Task. Using "合肥绕城高速" as the search string, find the matching lines below and copy them.
+ + +
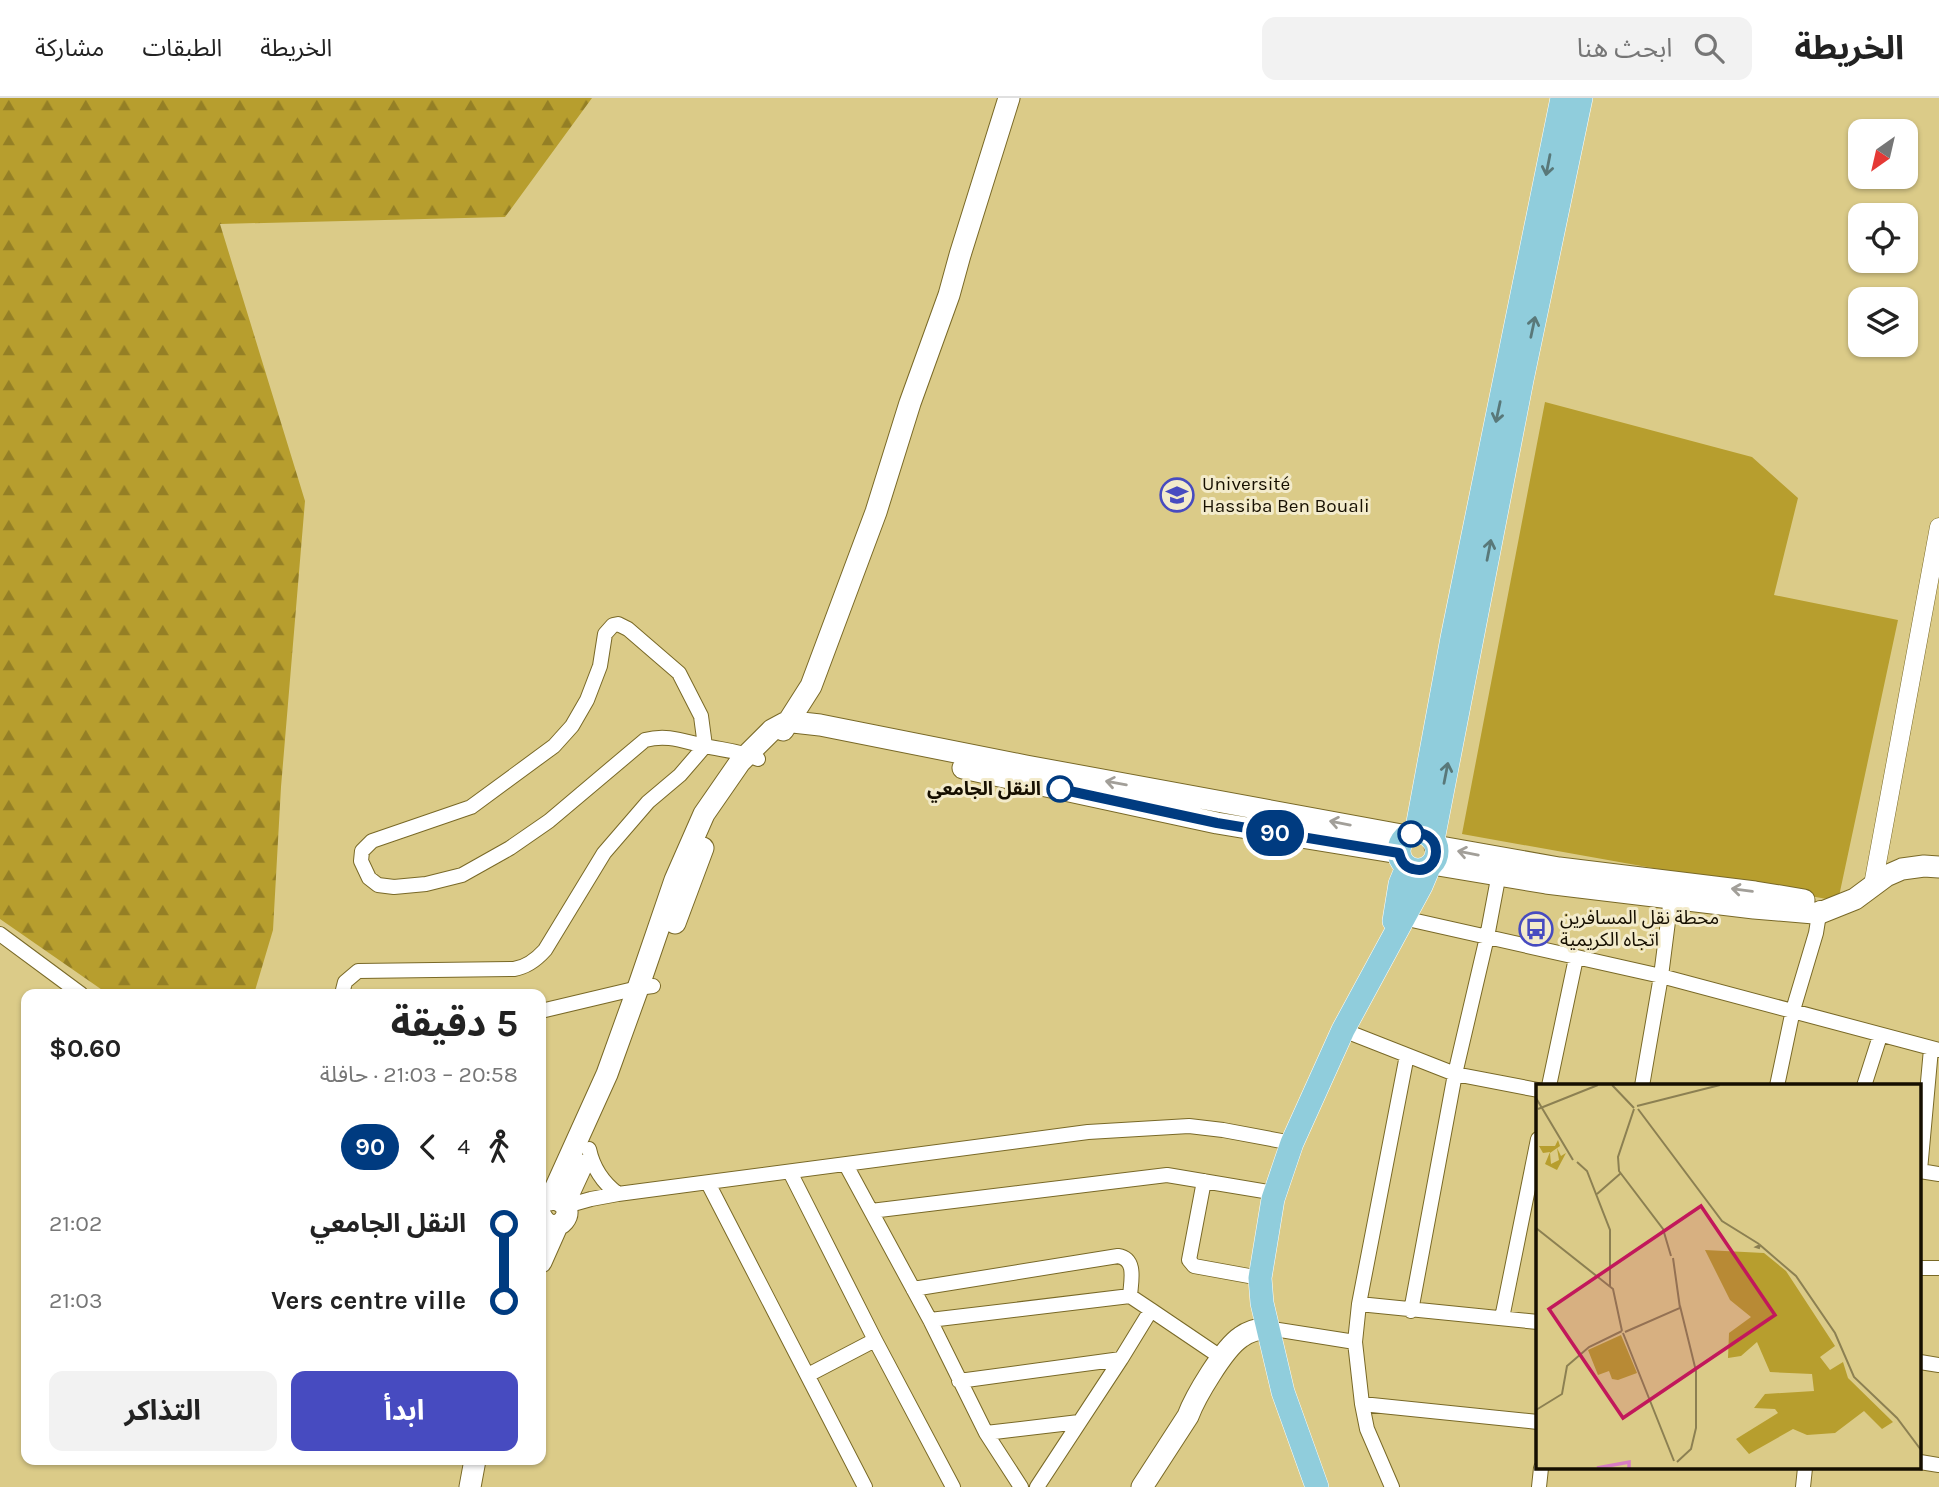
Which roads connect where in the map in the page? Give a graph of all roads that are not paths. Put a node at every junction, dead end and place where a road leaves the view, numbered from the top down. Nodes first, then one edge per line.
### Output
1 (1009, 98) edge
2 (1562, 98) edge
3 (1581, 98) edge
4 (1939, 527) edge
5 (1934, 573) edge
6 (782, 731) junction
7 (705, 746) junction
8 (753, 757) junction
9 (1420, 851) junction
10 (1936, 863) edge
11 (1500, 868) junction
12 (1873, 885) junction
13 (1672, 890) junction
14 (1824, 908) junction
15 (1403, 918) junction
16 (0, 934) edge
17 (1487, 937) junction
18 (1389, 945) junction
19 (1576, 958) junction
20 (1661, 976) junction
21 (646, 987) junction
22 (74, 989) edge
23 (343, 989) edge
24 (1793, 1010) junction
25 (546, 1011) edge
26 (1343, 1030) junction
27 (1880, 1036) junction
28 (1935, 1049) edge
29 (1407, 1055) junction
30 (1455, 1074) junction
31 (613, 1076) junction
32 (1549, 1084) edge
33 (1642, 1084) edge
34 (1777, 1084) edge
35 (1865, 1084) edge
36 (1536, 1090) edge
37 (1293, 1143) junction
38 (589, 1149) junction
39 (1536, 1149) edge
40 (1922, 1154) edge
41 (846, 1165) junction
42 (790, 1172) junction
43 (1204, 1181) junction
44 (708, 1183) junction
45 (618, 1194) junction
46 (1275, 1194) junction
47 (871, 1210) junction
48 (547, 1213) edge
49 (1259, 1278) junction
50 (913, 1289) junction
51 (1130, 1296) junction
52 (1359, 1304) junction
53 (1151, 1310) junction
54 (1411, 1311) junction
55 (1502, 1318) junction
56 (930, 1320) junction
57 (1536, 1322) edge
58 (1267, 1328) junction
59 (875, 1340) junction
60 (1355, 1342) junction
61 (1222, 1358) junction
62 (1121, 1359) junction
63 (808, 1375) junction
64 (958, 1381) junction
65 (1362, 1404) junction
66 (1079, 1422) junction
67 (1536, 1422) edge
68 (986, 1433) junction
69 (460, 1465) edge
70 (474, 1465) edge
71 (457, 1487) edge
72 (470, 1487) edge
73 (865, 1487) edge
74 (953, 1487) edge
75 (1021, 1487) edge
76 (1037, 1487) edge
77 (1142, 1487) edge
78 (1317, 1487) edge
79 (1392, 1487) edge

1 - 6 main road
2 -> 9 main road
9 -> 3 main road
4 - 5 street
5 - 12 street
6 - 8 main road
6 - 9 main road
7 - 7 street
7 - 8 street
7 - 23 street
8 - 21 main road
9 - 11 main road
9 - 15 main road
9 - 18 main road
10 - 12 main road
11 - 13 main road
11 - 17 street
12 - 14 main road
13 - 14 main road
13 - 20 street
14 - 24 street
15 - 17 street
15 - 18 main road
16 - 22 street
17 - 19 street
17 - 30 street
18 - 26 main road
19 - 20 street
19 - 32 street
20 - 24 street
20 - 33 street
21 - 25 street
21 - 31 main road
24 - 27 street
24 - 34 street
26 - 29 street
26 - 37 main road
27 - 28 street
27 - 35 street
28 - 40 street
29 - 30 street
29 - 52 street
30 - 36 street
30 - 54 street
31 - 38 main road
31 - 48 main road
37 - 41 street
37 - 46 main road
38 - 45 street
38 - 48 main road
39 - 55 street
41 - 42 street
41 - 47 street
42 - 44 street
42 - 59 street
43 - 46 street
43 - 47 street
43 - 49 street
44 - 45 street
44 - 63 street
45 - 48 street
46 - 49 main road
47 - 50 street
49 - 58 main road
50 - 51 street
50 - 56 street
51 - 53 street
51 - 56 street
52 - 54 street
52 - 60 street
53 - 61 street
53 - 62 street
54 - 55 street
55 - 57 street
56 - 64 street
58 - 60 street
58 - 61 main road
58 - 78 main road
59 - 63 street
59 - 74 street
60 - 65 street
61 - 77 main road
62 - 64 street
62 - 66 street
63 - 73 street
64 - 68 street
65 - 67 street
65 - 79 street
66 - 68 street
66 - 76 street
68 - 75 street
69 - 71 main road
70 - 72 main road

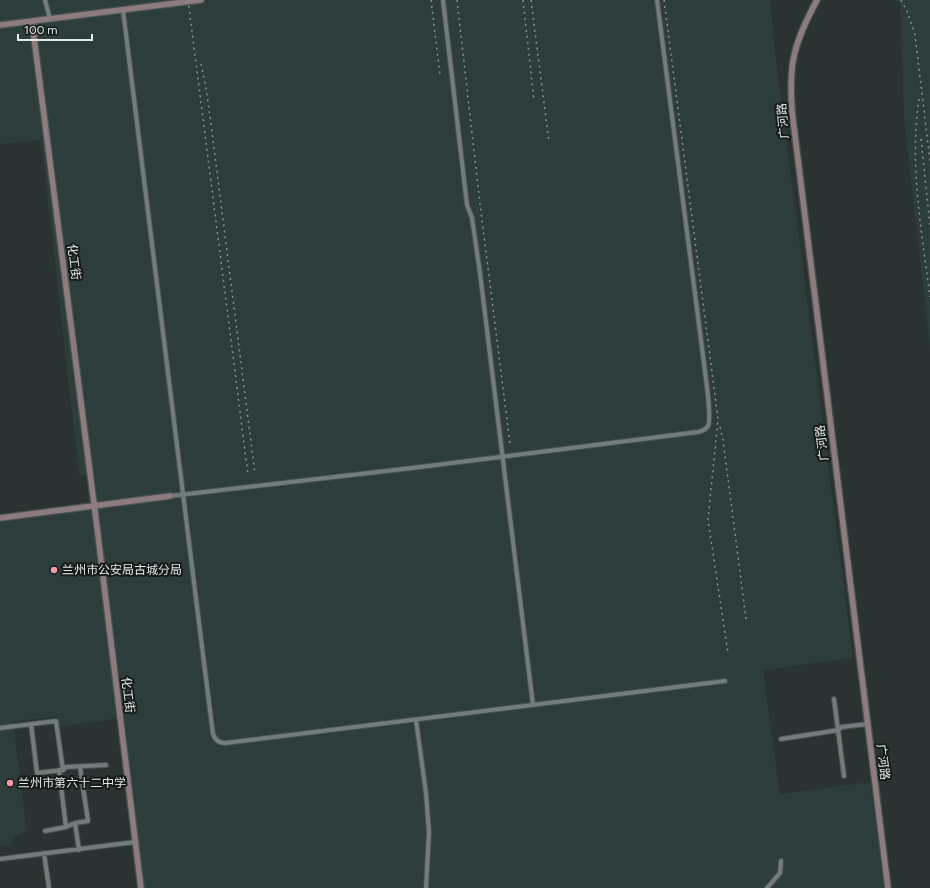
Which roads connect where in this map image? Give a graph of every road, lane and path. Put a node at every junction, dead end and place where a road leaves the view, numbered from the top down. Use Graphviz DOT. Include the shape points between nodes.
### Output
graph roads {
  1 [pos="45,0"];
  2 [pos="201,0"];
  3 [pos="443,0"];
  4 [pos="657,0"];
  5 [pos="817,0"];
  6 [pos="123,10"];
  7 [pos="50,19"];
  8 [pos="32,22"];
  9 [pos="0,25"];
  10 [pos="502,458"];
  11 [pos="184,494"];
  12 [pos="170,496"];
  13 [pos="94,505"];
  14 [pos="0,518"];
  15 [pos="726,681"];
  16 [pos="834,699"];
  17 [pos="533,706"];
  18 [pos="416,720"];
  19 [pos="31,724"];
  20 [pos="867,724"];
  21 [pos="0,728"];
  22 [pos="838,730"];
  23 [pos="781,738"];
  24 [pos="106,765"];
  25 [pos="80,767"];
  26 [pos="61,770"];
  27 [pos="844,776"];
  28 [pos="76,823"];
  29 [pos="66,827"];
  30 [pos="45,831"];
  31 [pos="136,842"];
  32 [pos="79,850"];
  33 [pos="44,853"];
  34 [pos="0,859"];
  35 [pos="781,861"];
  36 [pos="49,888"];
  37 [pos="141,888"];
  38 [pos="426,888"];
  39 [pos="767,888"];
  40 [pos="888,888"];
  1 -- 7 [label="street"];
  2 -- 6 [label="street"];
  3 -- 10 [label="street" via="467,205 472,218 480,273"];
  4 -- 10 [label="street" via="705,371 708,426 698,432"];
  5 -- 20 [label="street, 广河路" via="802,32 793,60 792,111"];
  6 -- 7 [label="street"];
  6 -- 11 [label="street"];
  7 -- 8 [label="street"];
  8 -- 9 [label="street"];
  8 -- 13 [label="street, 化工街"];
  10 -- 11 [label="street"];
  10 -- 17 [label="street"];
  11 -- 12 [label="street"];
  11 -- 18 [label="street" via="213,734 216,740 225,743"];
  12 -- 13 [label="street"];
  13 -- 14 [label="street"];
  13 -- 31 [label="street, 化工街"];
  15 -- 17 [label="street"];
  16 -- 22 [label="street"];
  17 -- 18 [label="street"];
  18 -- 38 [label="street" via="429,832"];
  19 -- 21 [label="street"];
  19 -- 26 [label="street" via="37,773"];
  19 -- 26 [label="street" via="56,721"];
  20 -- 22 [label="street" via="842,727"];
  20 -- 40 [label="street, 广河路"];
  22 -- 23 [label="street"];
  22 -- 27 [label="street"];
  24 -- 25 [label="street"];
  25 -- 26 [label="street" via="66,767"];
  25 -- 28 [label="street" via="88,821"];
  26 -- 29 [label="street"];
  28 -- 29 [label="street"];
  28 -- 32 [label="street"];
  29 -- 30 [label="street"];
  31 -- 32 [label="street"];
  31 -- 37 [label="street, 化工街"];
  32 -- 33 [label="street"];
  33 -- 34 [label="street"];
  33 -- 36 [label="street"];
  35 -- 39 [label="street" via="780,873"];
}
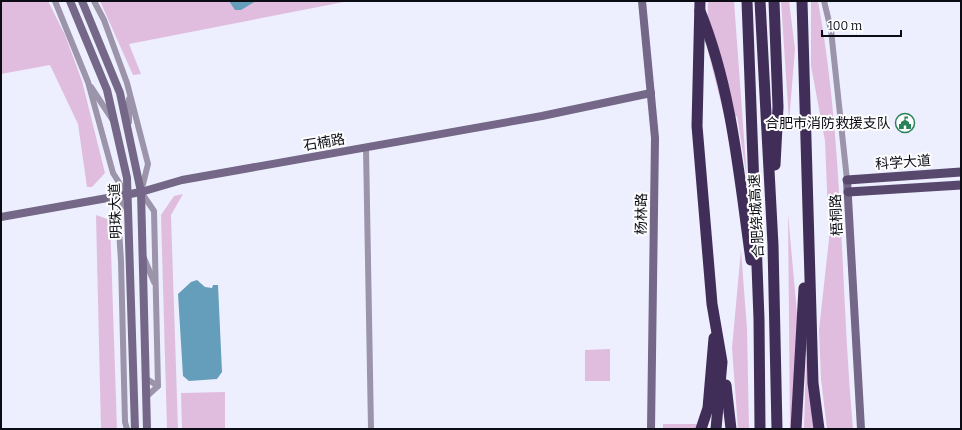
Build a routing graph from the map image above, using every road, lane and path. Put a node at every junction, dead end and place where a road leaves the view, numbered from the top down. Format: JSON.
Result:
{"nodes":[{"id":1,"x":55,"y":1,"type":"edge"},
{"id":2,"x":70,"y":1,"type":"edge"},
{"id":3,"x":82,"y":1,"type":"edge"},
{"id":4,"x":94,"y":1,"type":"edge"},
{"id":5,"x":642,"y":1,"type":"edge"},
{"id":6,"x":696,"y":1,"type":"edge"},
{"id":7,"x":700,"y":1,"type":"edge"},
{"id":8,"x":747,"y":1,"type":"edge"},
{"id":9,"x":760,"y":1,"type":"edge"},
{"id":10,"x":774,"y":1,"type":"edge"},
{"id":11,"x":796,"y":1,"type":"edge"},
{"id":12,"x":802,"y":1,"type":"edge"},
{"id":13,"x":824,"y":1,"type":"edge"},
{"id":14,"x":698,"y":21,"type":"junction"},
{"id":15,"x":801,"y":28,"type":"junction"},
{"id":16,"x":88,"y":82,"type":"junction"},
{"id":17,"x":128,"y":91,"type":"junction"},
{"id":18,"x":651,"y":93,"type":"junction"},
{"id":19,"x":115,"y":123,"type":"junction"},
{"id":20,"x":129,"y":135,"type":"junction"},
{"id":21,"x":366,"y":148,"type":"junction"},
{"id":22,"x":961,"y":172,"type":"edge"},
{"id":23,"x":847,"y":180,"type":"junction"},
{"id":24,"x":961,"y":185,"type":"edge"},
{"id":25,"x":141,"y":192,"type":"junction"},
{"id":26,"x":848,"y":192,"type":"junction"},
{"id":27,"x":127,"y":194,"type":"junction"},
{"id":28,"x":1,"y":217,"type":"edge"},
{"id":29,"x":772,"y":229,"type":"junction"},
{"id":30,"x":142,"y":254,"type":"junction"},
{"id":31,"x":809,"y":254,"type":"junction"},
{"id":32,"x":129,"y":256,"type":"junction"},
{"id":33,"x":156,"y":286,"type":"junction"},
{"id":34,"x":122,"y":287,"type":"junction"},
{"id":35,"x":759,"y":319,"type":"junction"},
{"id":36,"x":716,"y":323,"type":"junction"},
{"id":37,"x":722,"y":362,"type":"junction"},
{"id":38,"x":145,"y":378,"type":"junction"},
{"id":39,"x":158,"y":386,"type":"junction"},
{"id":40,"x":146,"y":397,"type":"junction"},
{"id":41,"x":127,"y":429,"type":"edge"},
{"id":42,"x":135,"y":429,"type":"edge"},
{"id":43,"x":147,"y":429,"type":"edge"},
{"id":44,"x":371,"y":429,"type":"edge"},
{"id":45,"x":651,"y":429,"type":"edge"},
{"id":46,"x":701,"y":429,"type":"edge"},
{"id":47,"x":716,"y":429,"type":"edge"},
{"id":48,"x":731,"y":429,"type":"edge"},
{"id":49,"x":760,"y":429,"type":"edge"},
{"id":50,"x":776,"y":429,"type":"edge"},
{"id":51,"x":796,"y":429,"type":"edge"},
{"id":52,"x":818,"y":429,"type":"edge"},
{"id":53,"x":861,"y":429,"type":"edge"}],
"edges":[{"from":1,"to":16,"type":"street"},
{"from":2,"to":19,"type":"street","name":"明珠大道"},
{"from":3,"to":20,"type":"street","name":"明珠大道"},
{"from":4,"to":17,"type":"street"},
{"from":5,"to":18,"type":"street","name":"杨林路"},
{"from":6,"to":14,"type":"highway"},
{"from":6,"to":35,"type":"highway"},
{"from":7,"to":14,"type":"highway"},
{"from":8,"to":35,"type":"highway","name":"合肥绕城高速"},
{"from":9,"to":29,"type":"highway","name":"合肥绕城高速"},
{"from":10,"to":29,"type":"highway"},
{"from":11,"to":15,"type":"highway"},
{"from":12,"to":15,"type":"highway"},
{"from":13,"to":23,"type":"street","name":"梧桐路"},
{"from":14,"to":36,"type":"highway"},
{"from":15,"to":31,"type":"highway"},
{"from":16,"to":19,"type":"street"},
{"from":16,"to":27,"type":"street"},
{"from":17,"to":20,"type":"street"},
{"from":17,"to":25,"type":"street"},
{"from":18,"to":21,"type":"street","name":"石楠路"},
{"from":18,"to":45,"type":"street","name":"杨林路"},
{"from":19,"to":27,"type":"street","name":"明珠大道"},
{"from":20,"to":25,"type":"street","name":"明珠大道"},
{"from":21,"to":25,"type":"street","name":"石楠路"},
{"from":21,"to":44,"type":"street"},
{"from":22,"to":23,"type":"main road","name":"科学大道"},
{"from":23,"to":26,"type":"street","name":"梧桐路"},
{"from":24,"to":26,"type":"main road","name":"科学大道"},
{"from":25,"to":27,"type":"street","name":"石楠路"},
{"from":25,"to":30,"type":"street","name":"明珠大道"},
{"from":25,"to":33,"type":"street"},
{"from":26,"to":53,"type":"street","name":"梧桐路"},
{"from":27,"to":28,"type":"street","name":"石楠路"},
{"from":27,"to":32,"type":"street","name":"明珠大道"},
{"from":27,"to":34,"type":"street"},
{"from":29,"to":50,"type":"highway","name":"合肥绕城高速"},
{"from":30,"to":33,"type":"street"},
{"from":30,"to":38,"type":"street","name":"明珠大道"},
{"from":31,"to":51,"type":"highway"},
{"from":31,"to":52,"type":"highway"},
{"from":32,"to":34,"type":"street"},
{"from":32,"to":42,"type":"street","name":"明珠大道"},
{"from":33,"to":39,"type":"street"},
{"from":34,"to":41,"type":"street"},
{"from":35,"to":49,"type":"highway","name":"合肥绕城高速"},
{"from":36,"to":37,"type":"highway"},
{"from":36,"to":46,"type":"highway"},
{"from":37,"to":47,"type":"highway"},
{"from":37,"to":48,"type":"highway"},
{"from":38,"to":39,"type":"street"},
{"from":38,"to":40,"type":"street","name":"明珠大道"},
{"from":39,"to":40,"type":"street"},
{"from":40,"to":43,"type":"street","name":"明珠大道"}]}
+ + +
Reply.
{"from":8,"to":35,"type":"highway","name":"合肥绕城高速"},
{"from":9,"to":29,"type":"highway","name":"合肥绕城高速"},
{"from":29,"to":50,"type":"highway","name":"合肥绕城高速"},
{"from":35,"to":49,"type":"highway","name":"合肥绕城高速"},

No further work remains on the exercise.